\(\newcommand{\Cov}{\mathrm{Cov}}\) \(\newcommand{\Corr}{\mathrm{Corr}}\) \(\newcommand{\Sample}{X_{1},\dots,X_{n}}\)

Assume you have a normal distribution with unknown \(\mu\) but known \(\sigma\) (highly implausible). A sample is collected. The 95% confidence interval for \(\mu\) is \(\left(\bar{x}-1.96\frac{\sigma}{\sqrt{n}},\bar{x}+1.96\frac{\sigma}{\sqrt{n}}\right)\)

This is the *classical* confidence interval (CI) (i.e. the frequentist).

The \(100(1-\alpha)\) % CI for the normal is \(\left(\bar{x}-z_{\alpha/2}\frac{\sigma}{\sqrt{n}},\bar{x}+z_{\alpha/2}\frac{\sigma}{\sqrt{n}}\right)\)

## Deriving a Confidence Interval

Let \(\Sample\) be the sample, and \(\theta\) the quantity to be estimated. If you can find a random variable \(Y\) that satisfies:

- The random variable depends on \(\Sample\) and \(\theta\).
- The pdf of the random variable does not depend on \(\theta\) or any unknown parameters

Then you can find \(a,b\) such that \(P(a<Y<b)=1-\alpha\) (for any \(\alpha\)). Manipulate the expression to get \(P(A<\theta<B)=1-\alpha\).
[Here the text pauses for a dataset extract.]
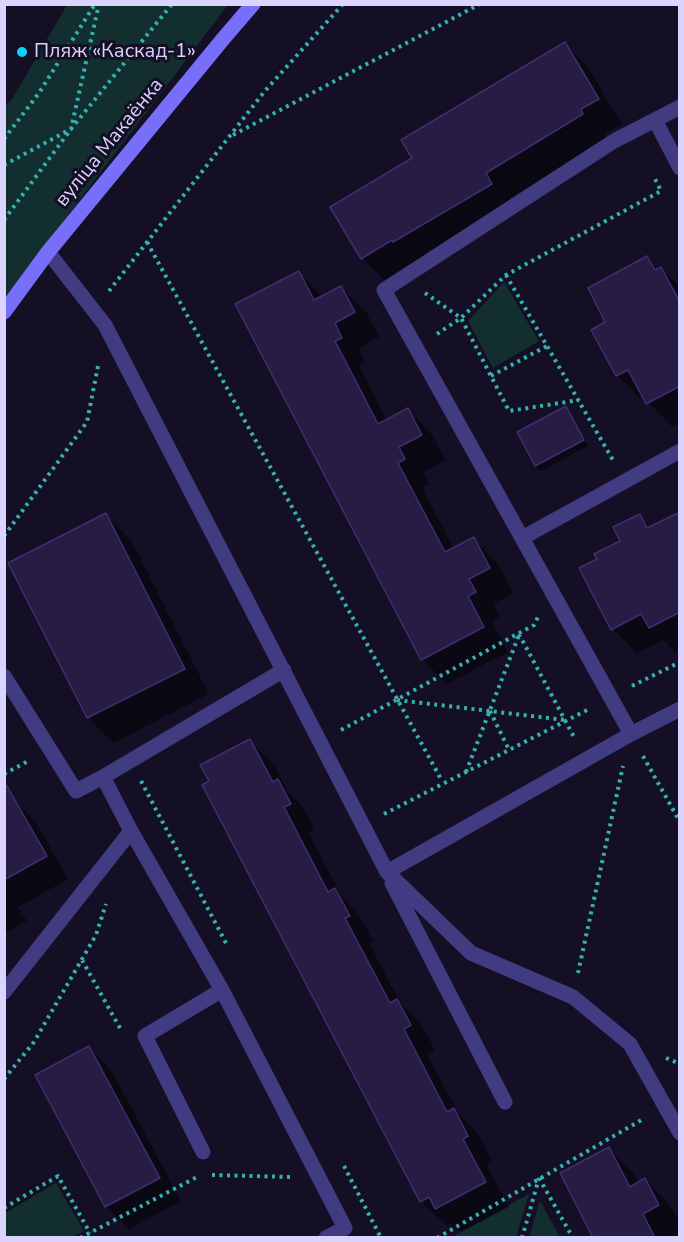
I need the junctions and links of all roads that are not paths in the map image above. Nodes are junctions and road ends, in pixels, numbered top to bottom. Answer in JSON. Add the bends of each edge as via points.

Then the CI for \(100(1-\alpha)\) is \((A,B)\).

### Normal

Use \(Z=\frac{X-\mu}{\sigma/\sqrt{n}}\)

### Exponential

Use \(Y=2\lambda\sum X_{i}\) (you get the chi-squared distribution).

## Bootstrap Confidence Intervals

You can use bootstrapping to estimate the confidence interval.
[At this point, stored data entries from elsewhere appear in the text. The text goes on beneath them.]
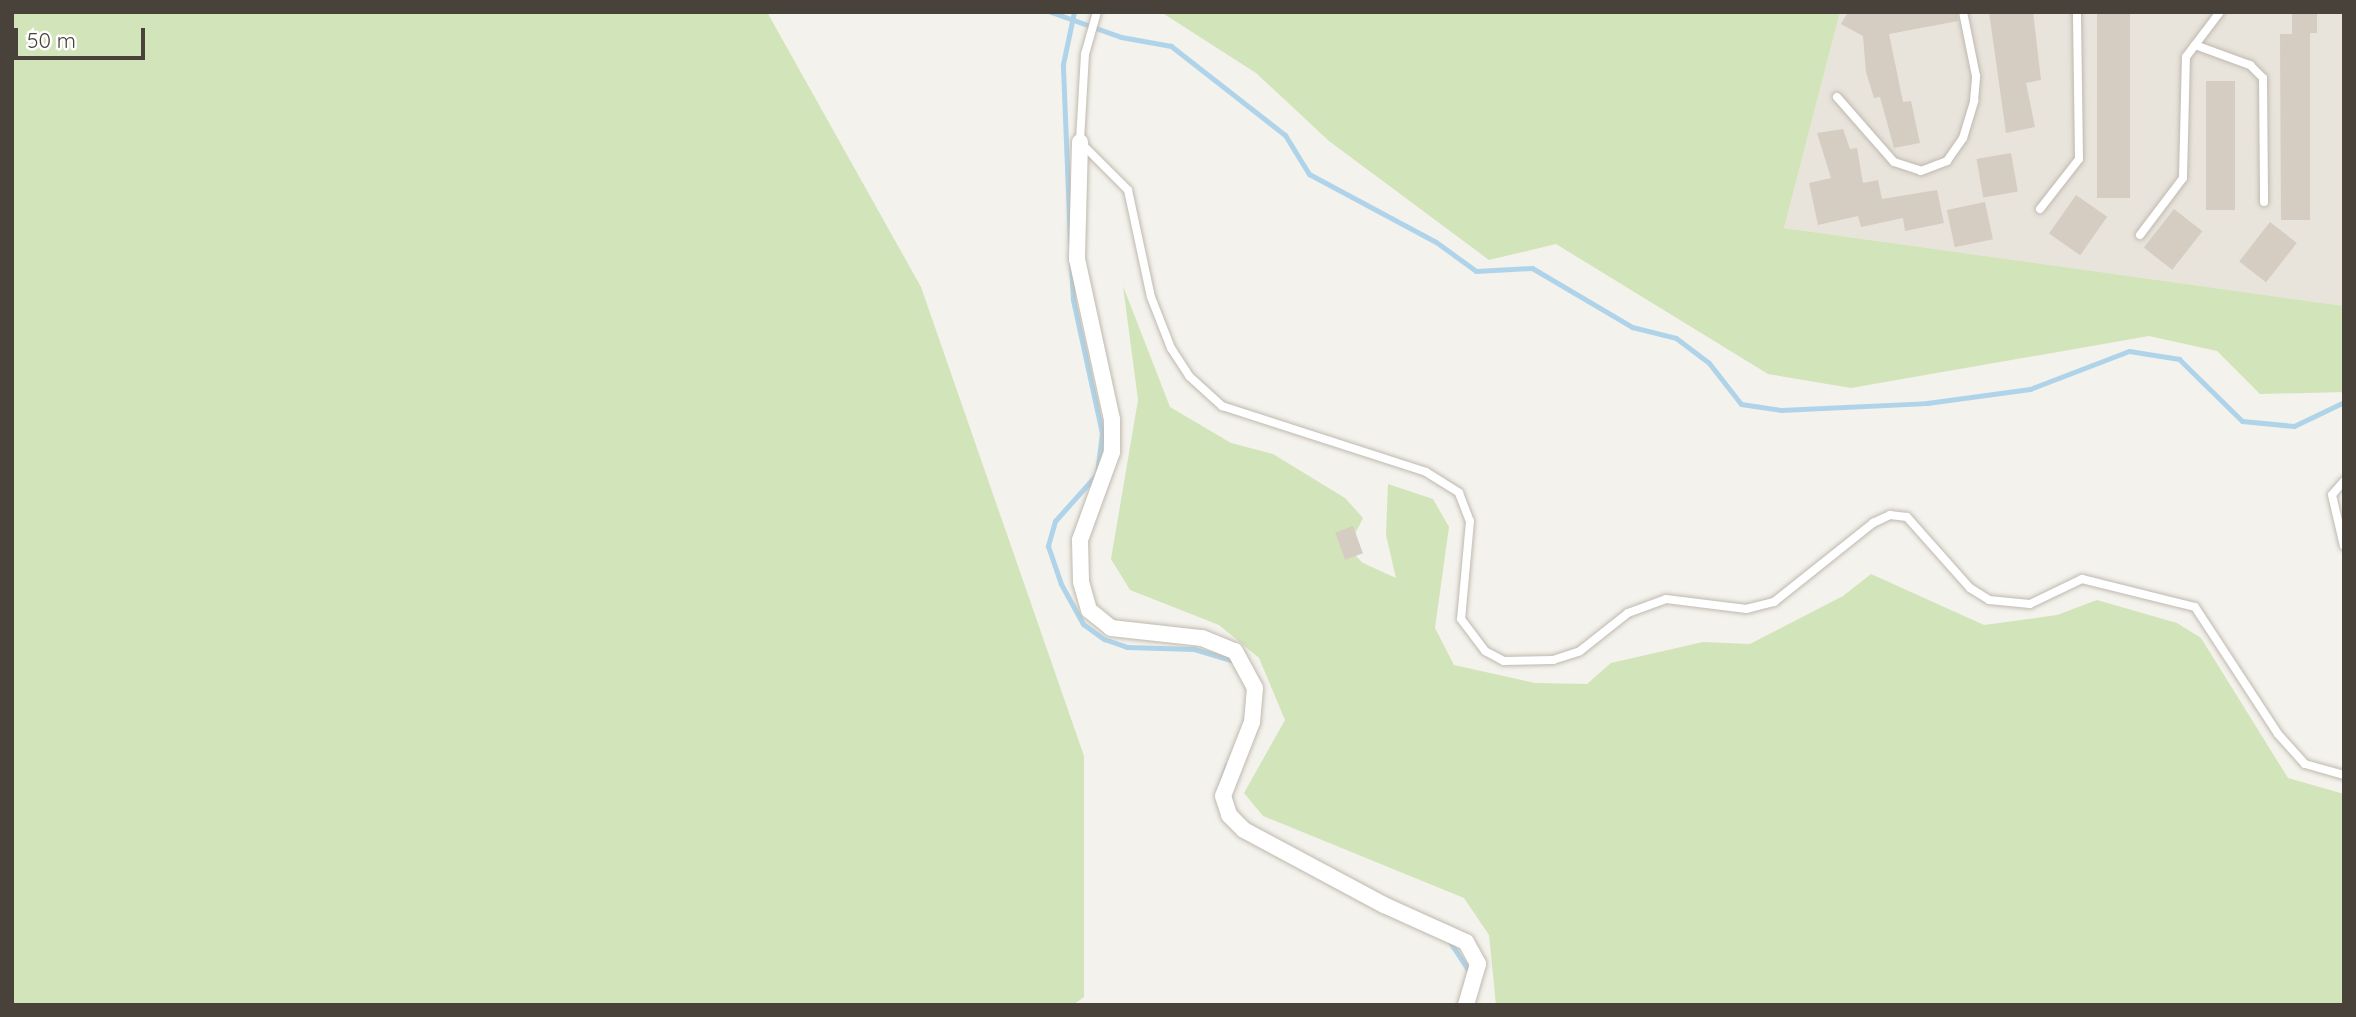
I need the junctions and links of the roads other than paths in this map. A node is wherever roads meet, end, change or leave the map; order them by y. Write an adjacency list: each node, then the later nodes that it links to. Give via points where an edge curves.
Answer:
1 (1963, 12): 6 (lane, via 1975,64 1974,101 1964,138 1947,161 1921,171 1894,162)
2 (2077, 12): 9 (lane, via 2078,159)
3 (2220, 12): 5 (lane)
4 (1096, 14): 7 (lane, via 1089,39)
5 (2195, 45): 8 (lane, via 2250,65 2263,78); 10 (lane, via 2186,57 2183,178)
6 (1837, 97)
7 (1080, 142): 13 (lane, via 1128,190 1159,320 1204,394 1222,406 1426,472 1459,493 1470,521 1461,619 1471,639 1504,662 1529,664 1580,651 1628,613 1657,601 1746,609 1774,602 1873,523 1899,516 1917,524 1970,588 1989,600 2030,604 2082,579 2195,607 2278,734 2305,764); 14 (street, via 1077,259 1112,419 1112,452 1080,540 1081,582 1089,610 1111,628 1202,638 1235,651 1255,688 1252,722 1223,796 1229,815 1244,830 1384,905 1466,942 1478,964)
8 (2264, 202)
9 (2040, 209)
10 (2140, 235)
11 (2344, 481): 12 (lane, via 2332,495)
12 (2344, 546)
13 (2344, 775)
14 (1466, 1005)

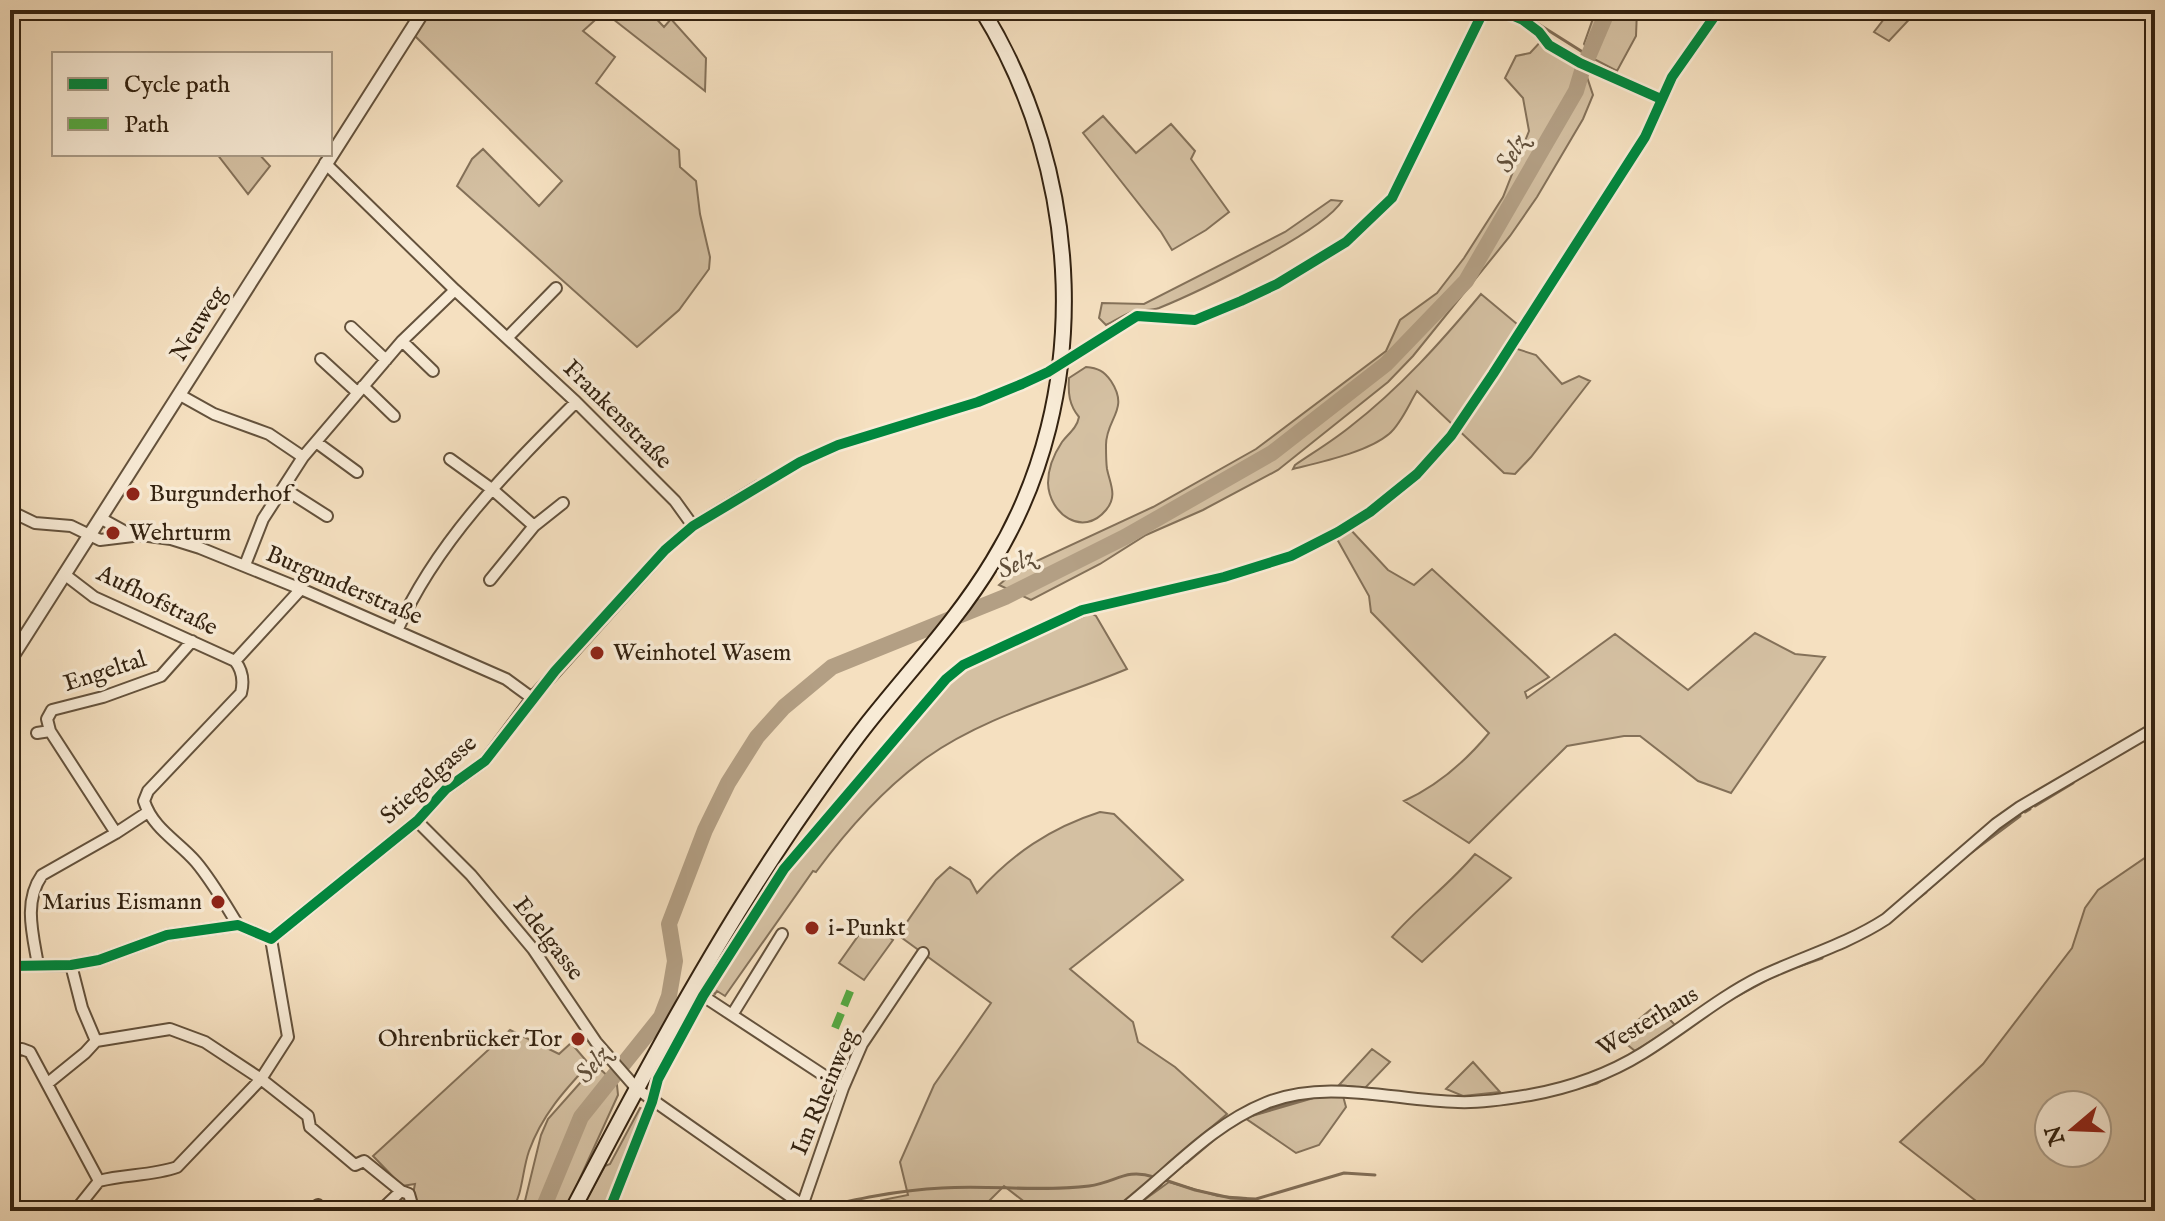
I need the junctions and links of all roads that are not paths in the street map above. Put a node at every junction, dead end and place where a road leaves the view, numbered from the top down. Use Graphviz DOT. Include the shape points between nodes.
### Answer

As an example, let \(B=1000\). Calculate \(\hat{\theta_{i}^{\ast}}\) for all of them, as well as the mean of all of them. Note the differences \(\hat{\theta^{\ast}}-\hat{\theta_{i}^{\ast}}\). Then look at the 25th largest and smallest values and you have your interval.